With the large-format poured painting (5 x 20 m) on the front wall, the large splatter painting (10 x 10m) on the ground, and numerous smaller splatter and poured paintings flanking them, a space-filling panorama is created, illustrating like no other in condensed form the essence of Nitsch’s painting as an
an integral component of his ‘Orgies Mysteries Theatre’ conceived in a synaesthetic manner.

Nitsch declared:

‘I wanted to show how the spilling, squirting, smearing, and splashing of red-coloured liquid can evoke a sensorily intense arousal in the viewer, inviting sensorily intense sensations’

As part of his comprehensively conceived ‘Orgies Mysteries Theatre’, the painting action is intended to trigger in the public a heightened experience of sensory reality, ideally leading to reflection on one’s own existence.
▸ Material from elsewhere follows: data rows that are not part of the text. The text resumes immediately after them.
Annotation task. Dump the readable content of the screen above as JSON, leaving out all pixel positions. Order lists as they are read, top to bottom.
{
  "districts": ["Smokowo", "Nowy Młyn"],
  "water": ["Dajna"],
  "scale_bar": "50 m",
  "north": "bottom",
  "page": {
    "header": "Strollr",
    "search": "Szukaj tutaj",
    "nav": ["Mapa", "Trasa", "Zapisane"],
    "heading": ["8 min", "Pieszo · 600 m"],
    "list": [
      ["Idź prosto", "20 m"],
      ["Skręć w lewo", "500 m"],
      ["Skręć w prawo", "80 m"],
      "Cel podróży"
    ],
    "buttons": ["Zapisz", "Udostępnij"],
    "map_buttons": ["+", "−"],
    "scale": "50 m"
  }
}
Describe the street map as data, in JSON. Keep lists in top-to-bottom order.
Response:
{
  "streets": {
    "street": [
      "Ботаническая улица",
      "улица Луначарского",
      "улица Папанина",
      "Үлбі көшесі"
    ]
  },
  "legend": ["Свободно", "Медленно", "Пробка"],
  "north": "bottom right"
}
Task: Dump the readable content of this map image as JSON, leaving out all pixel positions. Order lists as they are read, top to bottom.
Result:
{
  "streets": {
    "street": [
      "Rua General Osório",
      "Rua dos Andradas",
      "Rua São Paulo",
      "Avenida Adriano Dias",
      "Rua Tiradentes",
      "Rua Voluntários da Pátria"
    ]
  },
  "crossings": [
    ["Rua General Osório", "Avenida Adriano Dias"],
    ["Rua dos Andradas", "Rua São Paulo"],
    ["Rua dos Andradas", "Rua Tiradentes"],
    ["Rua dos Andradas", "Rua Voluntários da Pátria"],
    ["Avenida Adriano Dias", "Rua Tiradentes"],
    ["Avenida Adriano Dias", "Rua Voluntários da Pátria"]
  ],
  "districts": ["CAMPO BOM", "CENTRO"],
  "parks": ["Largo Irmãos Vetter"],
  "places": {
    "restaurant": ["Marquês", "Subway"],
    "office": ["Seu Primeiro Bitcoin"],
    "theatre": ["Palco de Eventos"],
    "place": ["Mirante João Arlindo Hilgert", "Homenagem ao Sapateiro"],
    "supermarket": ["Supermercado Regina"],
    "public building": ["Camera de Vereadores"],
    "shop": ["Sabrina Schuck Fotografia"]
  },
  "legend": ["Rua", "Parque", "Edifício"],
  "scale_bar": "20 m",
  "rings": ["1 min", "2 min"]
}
The renewed integration of the works from the 20th painting action in the historical space of the Oficine 800 on the island of Giudecca not only enables a recapitulation of Nitsch’s most important works; it also allows Nitsch’s artistic ideas located between the ecstatic and the contemplative to be re-traced and reexperienced.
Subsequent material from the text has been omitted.